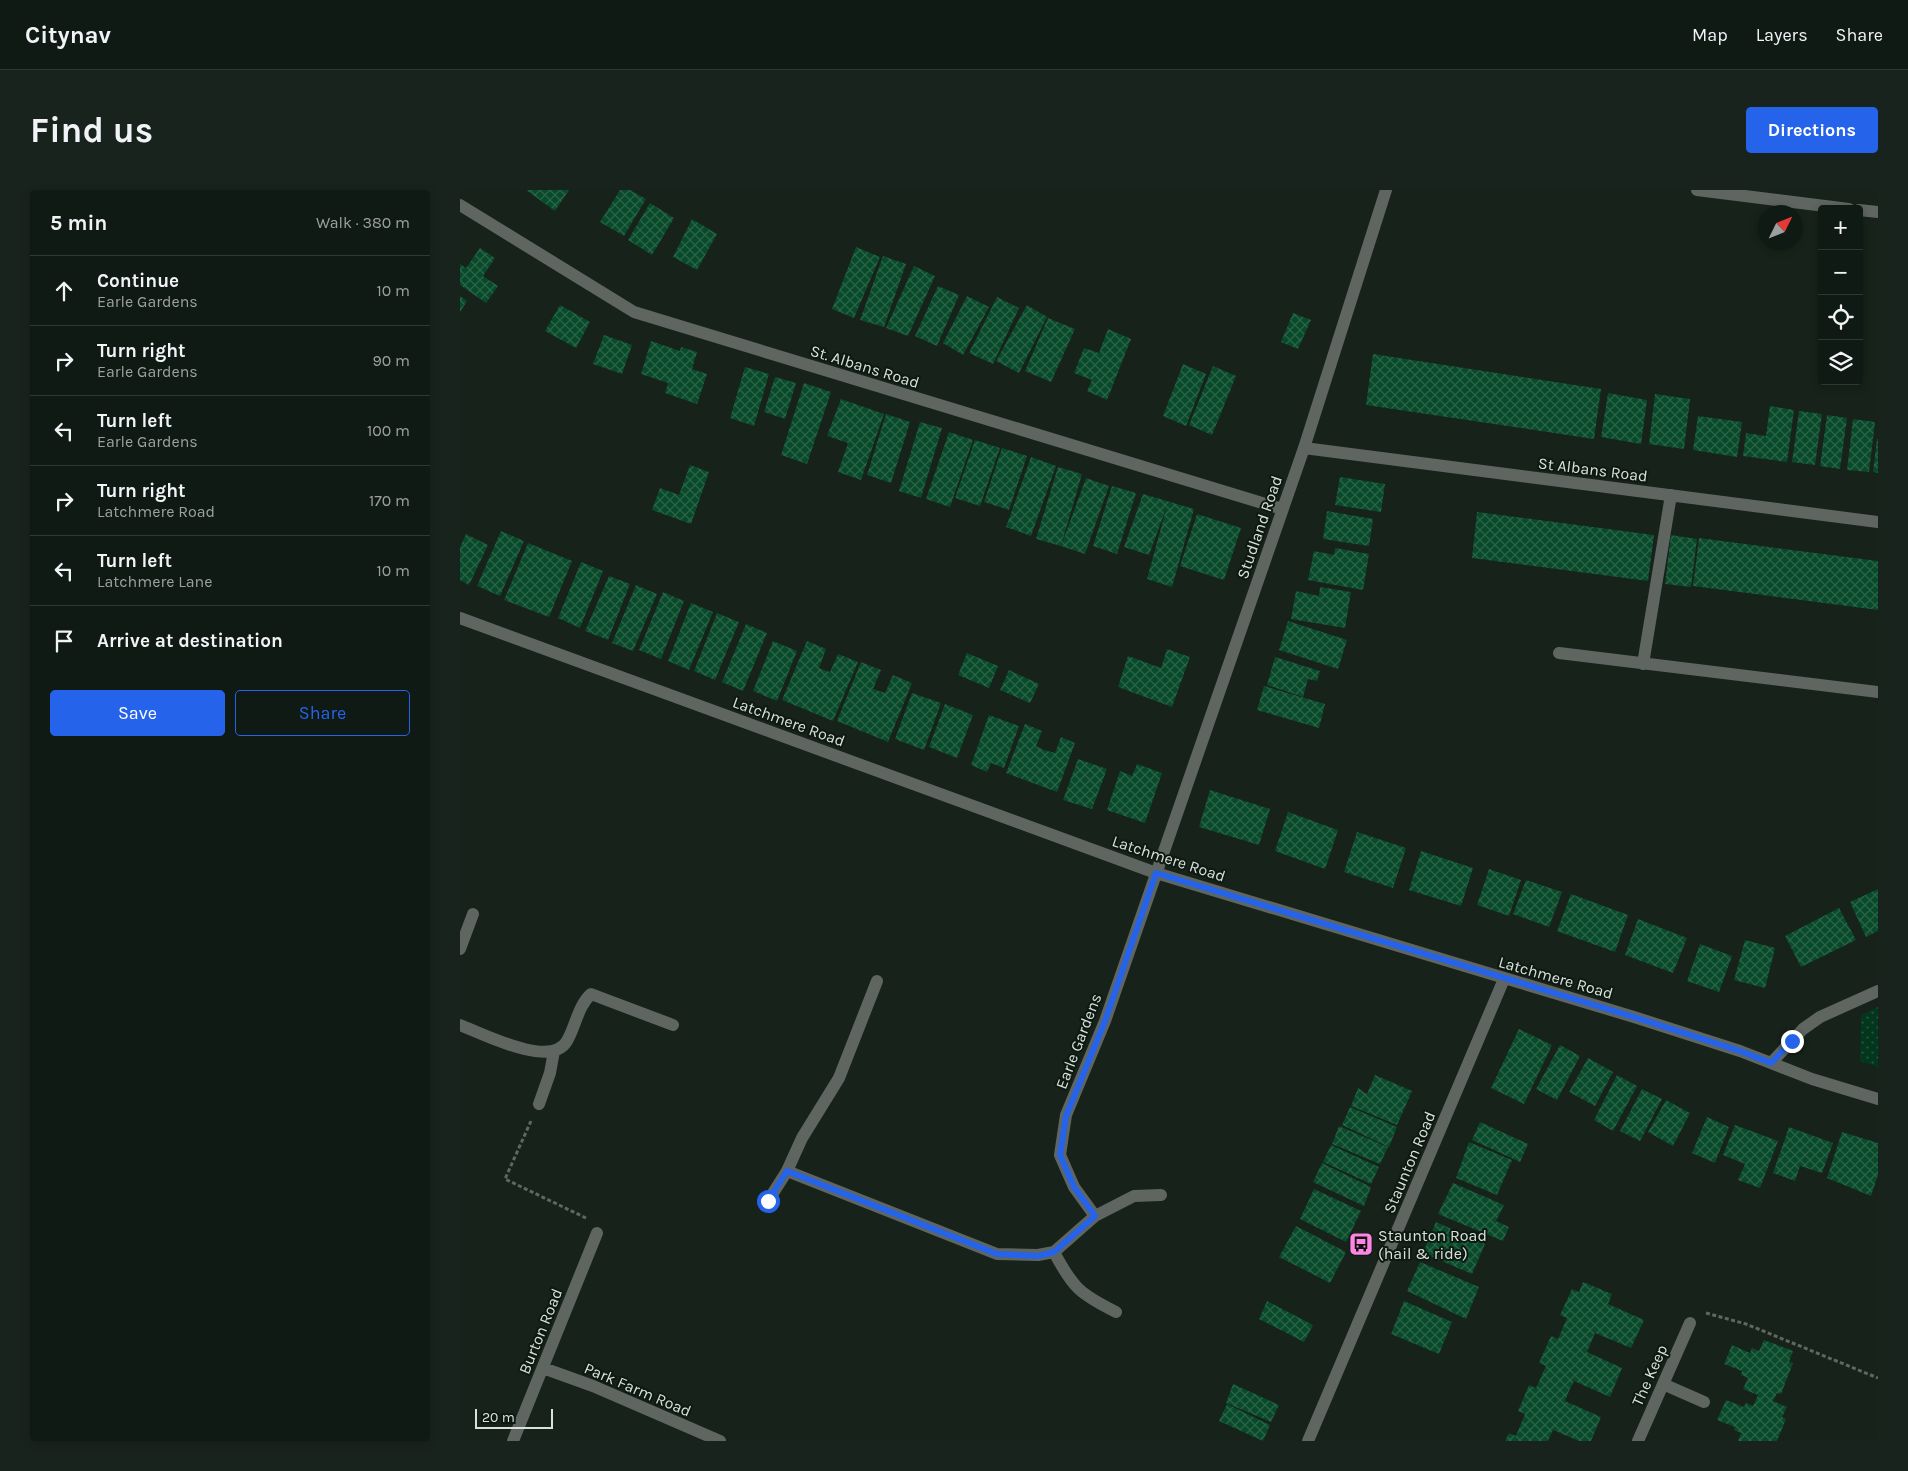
<!DOCTYPE html>
<html lang="en">
<head>
<meta charset="utf-8">
<style>
	:root { --surface:#101a14; --page:#19231d; --text:#f1f3f6; --muted:#9ca1a0; --line:#303834; --accent:#2563eb }
	body { margin:0; font-family:Karla,sans-serif; background:var(--page); color:var(--text) }
	.controls { position:absolute; right:15px; top:15px; display:grid; overflow:hidden; border-radius:5px; box-shadow:0 2px 8px #0003 }
	.controls button { width:45px; height:45px; display:grid; place-items:center; padding:0; border:0; border-bottom:1px solid var(--line); background:var(--surface); color:var(--text); font:25px sans-serif }
	.compass { position:absolute; left:1298px; top:15px; width:45px; height:45px; border-radius:50%; background:var(--surface); box-shadow:0 2px 8px #0003; rotate:47deg }
	.scale { position:absolute; left:15px; bottom:12px; width:78px; box-sizing:border-box; padding-left:5px; border:2px solid #d9e1dc; border-top:0; font-size:14px; line-height:18px; white-space:nowrap; color:#d9e1dc; -webkit-text-stroke:4px #0d1911; paint-order:stroke }
	.stop { position:absolute; width:15px; height:15px; margin:-11px; border:4px solid #2563eb; border-radius:50%; background:#fff }
	.stop.end { background:#2563eb; border-color:#fff; box-shadow:0 1px 5px #0008 }
	.list { margin:0; padding:0; list-style:none }
	h2 { display:flex; justify-content:space-between; align-items:center; height:65px; margin:0; padding:0 20px; font-size:21px }
	h2 small { font-size:16px; font-weight:400; color:var(--muted) }
	.list li { display:grid; grid-template-columns:32px 1fr auto; gap:15px; align-items:center; box-sizing:border-box; height:70px; padding:0 20px; border-top:1px solid var(--line) }
	.list b { display:block; font-size:19px; white-space:nowrap }
	.list p { margin:0; font-size:16px; white-space:nowrap; color:var(--muted) }
	.list em { font-size:16px; font-style:normal; color:var(--muted) }
	.actions { display:flex; gap:10px; padding:15px 20px }
	.actions a { flex:1; padding:11px 0; border:1px solid var(--accent); border-radius:5px; text-align:center; font-size:18px; color:var(--accent) }
	.actions .main { background:var(--accent); color:#fff }
	.icon { flex:none; width:28px; height:28px; fill:none; stroke:currentColor; stroke-width:2; stroke-linecap:round; stroke-linejoin:round }
	.map { position:relative; flex:none; width:1418px; height:1251px; overflow:hidden; border-radius:5px }
	header { display:flex; align-items:center; gap:30px; box-sizing:border-box; height:70px; padding:0 25px; background:var(--surface); border-bottom:1px solid var(--line) }
	header strong { font-size:24px }
	nav { display:flex; gap:28px; margin-inline-start:auto; font-size:18px }
	.intro { display:flex; align-items:center; justify-content:space-between; box-sizing:border-box; height:120px; padding:0 30px }
	h1 { margin:0; font-size:35px }
	.button { padding:12px 22px; border-radius:5px; background:var(--accent); color:#fff; font-size:18px; font-weight:700 }
	main { display:flex; gap:30px; padding:0 30px }
	aside { flex:1; background:var(--surface); border-radius:5px; box-shadow:0 2px 8px #0003 }
	.map>svg:first-child { display:block }
	.park { fill:url(#park-dots) }
	.building { fill:url(#building-cross-hatch) }
	.lines { fill:none; stroke-linecap:round; stroke-linejoin:round }
	.path { stroke:#5d6861; stroke-width:3; stroke-dasharray:4 2.5; stroke-linecap:butt }
	.minor { stroke:#5f6561; stroke-width:12 }
	.route { stroke:#2563eb; stroke-width:6 }
	.labels { text-anchor:middle; stroke-width:4; stroke-linejoin:round; paint-order:stroke }
	.street-label { font-size:16px; fill:#d9e1dc; stroke:#0d1911 }
	.poi-label { font-size:16px; fill:#d9e1dc; stroke:#0d1911; text-anchor:start }
</style>
</head>
<body>
<header>
<strong>Citynav</strong>
<nav><a>Map</a><a>Layers</a><a>Share</a></nav>
</header>
<div class="intro"><h1>Find us</h1><a class="button">Directions</a></div>
<main>
<aside>
<h2>5 min<small>Walk · 380 m</small></h2>
<ul class="list">
<li><svg class="icon" aria-label="ahead" viewBox="0 0 24 24"><path d="M12 20V5M6 11l6-6 6 6"/></svg><div><b>Continue</b><p>Earle Gardens</p></div><em>10 m</em></li>
<li><svg class="icon" aria-label="right" viewBox="0 0 24 24"><path d="M7 20v-9h11M14 6l5 5-5 5"/></svg><div><b>Turn right</b><p>Earle Gardens</p></div><em>90 m</em></li>
<li><svg class="icon" aria-label="left" viewBox="0 0 24 24"><path d="M17 20v-9H6M10 6l-5 5 5 5"/></svg><div><b>Turn left</b><p>Earle Gardens</p></div><em>100 m</em></li>
<li><svg class="icon" aria-label="right" viewBox="0 0 24 24"><path d="M7 20v-9h11M14 6l5 5-5 5"/></svg><div><b>Turn right</b><p>Latchmere Road</p></div><em>170 m</em></li>
<li><svg class="icon" aria-label="left" viewBox="0 0 24 24"><path d="M17 20v-9H6M10 6l-5 5 5 5"/></svg><div><b>Turn left</b><p>Latchmere Lane</p></div><em>10 m</em></li>
<li><svg class="icon" aria-label="arrive" viewBox="0 0 24 24"><path d="M6 21V4h12l-3 4 3 4H6"/></svg><div><b>Arrive at destination</b></div></li>
</ul>
<div class="actions"><a class="main">Save</a><a>Share</a></div>
</aside>
<div class="map">
<svg width="1418" height="1251" viewBox="0 0 1418 1251">
	<defs>
		<pattern id="park-dots" width="8" height="8" patternUnits="userSpaceOnUse" patternTransform="scale(1.25)"><rect width="8" height="8" fill="#03371d"/><path d="M2 2h.1M6 6h.1" fill="none" stroke="#27543d" stroke-width="1.8" stroke-linecap="round"/></pattern>
		<pattern id="building-cross-hatch" width="8" height="8" patternUnits="userSpaceOnUse" patternTransform="scale(1.25)"><rect width="8" height="8" fill="#084a2a"/><path d="M0 0l8 8M0 8l8-8" fill="none" stroke="#2b6448"/></pattern>
	</defs>
	<rect width="100%" height="100%" fill="#16221a"/>
	<!-- park -->
	<path class="park" d="M1418,817V877L1400,871L1401,825Z"/>
	<!-- building -->
	<path class="building" d="M66,0H109L95,21Z
		M160,0H170L186,9L164,46L140,32Z
		M190,13L214,28L192,65L168,50Z
		M232,29L257,44L237,80L213,67Z
		M396,57L420,67L394,128L372,119Z
		M20,58L35,68L23,86L38,96L26,113L0,95V74L6,78Z
		M423,66L446,74L424,137L400,130Z
		M454,76L475,86L448,146L426,138Z
		M478,96L499,105L477,156L455,146Z
		M0,106L7,111L0,122Z
		M507,106L529,117L503,165L483,153Z
		M537,107L559,118L533,174L509,163Z
		M100,115L130,132L116,158L85,141Z
		M567,115L587,127L559,183L536,171Z
		M833,123L851,130L838,159L821,152Z
		M588,128L615,139L591,192L565,181Z
		M648,139L671,149L647,210L627,201L632,190L614,183L624,158L639,163Z
		M144,145L172,155L162,184L133,174Z
		M191,151L220,161L221,157L237,162L232,179L247,184L237,214L205,203L208,193L181,184Z
		M913,164L1141,199L1134,249L906,215Z
		M723,174L746,184L726,236L703,226Z
		M753,176L776,186L752,245L729,235Z
		M285,177L309,184L294,236L270,228Z
		M315,187L336,193L325,229L304,222Z
		M344,193L371,202L347,274L321,265Z
		M1148,203L1187,210L1181,254L1141,247Z
		M1195,204L1230,209L1224,259L1189,254Z
		M381,209L424,224L401,290L378,282L388,253L367,246Z
		M1310,216L1334,220L1327,272L1283,266L1286,243L1306,246Z
		M1339,221L1362,224L1355,275L1332,272Z
		M426,224L450,232L431,293L407,285Z
		M1367,225L1387,228L1380,279L1360,276Z
		M1238,226L1282,232L1277,267L1233,260Z
		M1393,229L1415,232L1409,282L1387,280Z
		M460,232L482,238L461,308L439,301Z
		M489,242L513,250L490,317L466,309Z
		M1417,249H1418V283L1413,282Z
		M515,250L540,258L520,316L495,308Z
		M542,258L567,266L549,320L524,312Z
		M571,267L596,276L571,346L546,337Z
		M230,275L249,282L231,334L192,320L200,298L219,305Z
		M598,277L622,284L601,356L576,349Z
		M880,287L925,294L921,322L875,315Z
		M626,288L649,296L625,364L601,356Z
		M652,296L676,303L657,364L633,356Z
		M683,304L734,319L712,397L687,389L707,316L689,365L664,357Z
		M867,321L913,329L909,356L863,349Z
		M1017,322L1194,345L1188,391L1012,368Z
		M737,324L781,338L764,390L720,376Z
		M41,341L64,351L40,406L17,396Z
		M6,344L28,355L9,395L0,390V357Z
		M1211,345L1237,349L1231,397L1205,394Z
		M1239,348L1418,371V420L1233,396Z
		M68,353L112,371L89,427L44,410Z
		M875,358L909,364L903,400L848,390L854,361L874,365Z
		M121,372L143,381L120,438L98,428Z
		M149,386L170,394L148,450L125,441Z
		M176,395L197,404L173,461L152,453Z
		M860,397L891,402L885,438L831,429L836,401L859,406Z
		M203,402L224,411L201,469L179,460Z
		M231,413L253,422L229,480L208,471Z
		M257,423L279,432L255,490L234,481Z
		M828,431L887,450L878,479L819,460Z
		M286,434L307,443L283,501L262,492Z
		M313,451L337,461L317,511L293,501Z
		M347,451L366,459L359,478L370,482L378,464L398,472L373,531L322,510Z
		M707,459L730,467L712,517L658,497L668,466L701,478Z
		M507,463L538,476L529,498L498,485Z
		M815,467L860,481L857,491L848,489L843,507L807,495Z
		M401,472L421,480L413,499L425,503L433,485L452,493L428,552L377,531Z
		M549,480L579,494L570,513L540,500Z
		M804,496L865,514L859,538L797,520Z
		M452,503L481,513L464,560L435,549Z
		M485,514L513,525L497,568L469,557Z
		M529,525L559,536L544,578L531,573L527,582L511,575Z
		M565,534L582,541L576,556L584,560L595,563L601,547L615,553L597,602L546,583Z
		M618,569L647,579L632,619L603,610Z
		M677,574L702,583L685,633L647,620L660,581L672,586Z
		M750,600L810,619L799,655L739,637Z
		M828,622L878,640L865,679L815,661Z
		M897,642L946,658L933,698L884,682Z
		M961,661L1013,678L1001,716L949,700Z
		M1029,679L1061,690L1049,726L1017,715Z
		M1066,690L1102,702L1089,737L1053,724Z
		M1418,699V741L1406,747L1390,712Z
		M1111,704L1168,725L1155,762L1097,741Z
		M1379,718L1396,750L1341,777L1325,746Z
		M1178,729L1227,748L1213,783L1165,765Z
		M1285,750L1315,758L1305,798L1274,790Z
		M1240,754L1272,766L1259,802L1227,791Z
		M1059,839L1092,855L1064,914L1031,898Z
		M1100,855L1120,866L1097,910L1076,899Z
		M1128,868L1153,882L1135,916L1109,902Z
		M915,885L952,901L937,935L891,916L898,898L907,904Z
		M1157,885L1177,896L1153,941L1134,930Z
		M1182,899L1202,909L1180,951L1160,941Z
		M1206,910L1230,923L1213,956L1188,942Z
		M890,917L937,937L929,957L882,935Z
		M1247,927L1269,937L1255,973L1232,963Z
		M1020,932L1068,954L1060,972L1012,950Z
		M1275,935L1318,951L1300,998L1278,990L1285,974L1263,965Z
		M879,936L928,957L920,974L872,954Z
		M1329,937L1373,953L1362,983L1340,976L1335,991L1313,983Z
		M1382,942L1418,953V985L1411,1006L1367,988Z
		M1009,952L1052,970L1037,1005L996,988Z
		M871,955L919,977L911,994L863,972Z
		M862,973L911,997L904,1016L853,992Z
		M993,993L1044,1015L1036,1031L1049,1037L1043,1051L978,1024Z
		M854,999L901,1021L886,1052L840,1029Z
		M976,1032L1025,1054L1012,1084L963,1063Z
		M836,1036L886,1062L870,1093L819,1067Z
		M960,1072L1019,1097L1006,1129L947,1101Z
		M1123,1092L1152,1104L1148,1114L1184,1130L1171,1158L1135,1143L1127,1162L1162,1178L1150,1207L1114,1191L1109,1201L1105,1211L1141,1227L1131,1251H1119L1093,1240L1088,1251H1045L1049,1243L1056,1246L1065,1224L1058,1221L1069,1195L1076,1198L1086,1176L1079,1173L1091,1146L1098,1149L1107,1128L1100,1125L1112,1099L1119,1102Z
		M807,1111L853,1135L844,1152L799,1129Z
		M944,1111L992,1132L979,1164L931,1144Z
		M1304,1150L1333,1161L1329,1172L1333,1173L1321,1204L1317,1203L1313,1211L1327,1217L1322,1227L1326,1229L1317,1251H1278L1281,1243L1274,1240L1275,1237L1257,1230L1266,1210L1284,1217L1286,1213L1293,1216L1298,1205L1283,1199L1288,1188L1281,1185L1282,1181L1264,1174L1272,1155L1290,1163L1292,1158L1299,1161Z
		M773,1194L819,1215L811,1232L766,1213Z
		M767,1214L810,1235L803,1251L759,1231Z"/>
	<g class="lines">
		<!-- path -->
		<path class="path" d="M71,931L45,989L126,1028
			M1246,1123L1286,1134L1418,1188"/>
		<!-- minor -->
		<path class="minor" d="M1237,0L1389,19
			M0,15L174,122L822,319
			M1399,20L1418,22
			M844,258L1418,332
			M0,428L696,683L1174,827L1280,861L1352,889L1418,909
			M1099,463L1418,502
			M1183,474L1211,305
			M0,759L13,724
			M417,791L379,888L342,948L327,981L537,1064L578,1065L594,1062L635,1026L614,997L600,965L606,925L645,831L844,258L926,0
			M0,835C23,844 91,879 107,851C116,835 118,816 131,804L213,835
			M1311,873L1343,839L1360,827L1418,801
			M79,914L90,883L94,861
			M308,1011L327,981
			M635,1026L674,1006L701,1005
			M594,1062C613,1098 620,1104 656,1122
			M83,1178L133,1196L260,1251
			M1203,1194L1244,1212
			M53,1251L137,1043
			M848,1251L1044,789
			M1178,1251L1230,1133"/>
	</g>
	<g class="lines">
		<!-- route -->
		<path class="route" d="M308,1011L327,981L537,1064L578,1066L594,1062L635,1026L614,997L600,965L606,926L645,831L696,683L1174,827L1280,861L1311,873L1332,851"/>
	</g>
	<!-- icons -->
	<defs>
		<g id="bus-square" transform="scale(1.25)"><rect x="-9" y="-9" width="18" height="18" rx="4" fill="#fc86e3" stroke="#0d1911"/><path d="M-5-6H5V4H4V6H2V4H-2V6H-4V4H-5ZM-3.5-4V0h7V-4ZM-3.5 1.2v1.5H-2V1.2ZM2 1.2v1.5H3.5V1.2Z" fill="#111"/></g>
	</defs>
	<g fill-rule="evenodd">
		<use href="#bus-square" x="901" y="1054"/>
	</g>
	<g class="labels">
		<!-- street labels -->
		<g class="street-label">
			<text transform="translate(405 176) rotate(17)" y="6">St. Albans Road</text>
			<text transform="translate(1133 279) rotate(7)" y="6">St Albans Road</text>
			<text transform="translate(799 337) rotate(-71)" y="6">Studland Road</text>
			<text transform="translate(329 531) rotate(20)" y="6">Latchmere Road</text>
			<text transform="translate(709 668) rotate(18)" y="6">Latchmere Road</text>
			<text transform="translate(1096 787) rotate(16)" y="6">Latchmere Road</text>
			<text transform="translate(618 851) rotate(-69)" y="6">Earle Gardens</text>
			<text transform="translate(949 972) rotate(-67)" y="6">Staunton Road</text>
			<text transform="translate(80 1141) rotate(-68)" y="6">Burton Road</text>
			<text transform="translate(1189 1185) rotate(-66)" y="6">The Keep</text>
			<text transform="translate(178 1199) rotate(23)" y="6">Park Farm Road</text>
		</g>
		<!-- poi labels -->
		<g class="poi-label">
			<text x="918" y="1051">Staunton Road<tspan x="918" dy="18">(hail &amp; ride)</tspan></text>
		</g>
	</g>
</svg>
<div class="controls">
<button>+</button>
<button>−</button>
<button><svg class="icon" aria-label="locate" viewBox="0 0 24 24"><circle cx="12" cy="12" r="6"/><path d="M12 2v4M12 18v4M2 12h4M18 12h4"/></svg></button>
<button><svg class="icon" aria-label="layers" viewBox="0 0 24 24"><path d="M12 4l9 5-9 5-9-5zM3 14l9 5 9-5"/></svg></button>
</div>
<svg class="compass" viewBox="-18 -18 36 36"><path d="M0-13l5 13h-10z" fill="#e53935"/><path d="M0 13l5-13h-10z" fill="#9ca1a0"/></svg>
<div class="scale">20 m</div>
<div class="stop" style="left:308px;top:1011px"></div>
<div class="stop end" style="left:1332px;top:851px"></div>
</div>
</main>
</body>
</html>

******************************

▶ **Your task**
Go through the material and copy each line in which the word "weight" occurs.

▶ **Answer**
	h2 small { font-size:16px; font-weight:400; color:var(--muted) }
	.button { padding:12px 22px; border-radius:5px; background:var(--accent); color:#fff; font-size:18px; font-weight:700 }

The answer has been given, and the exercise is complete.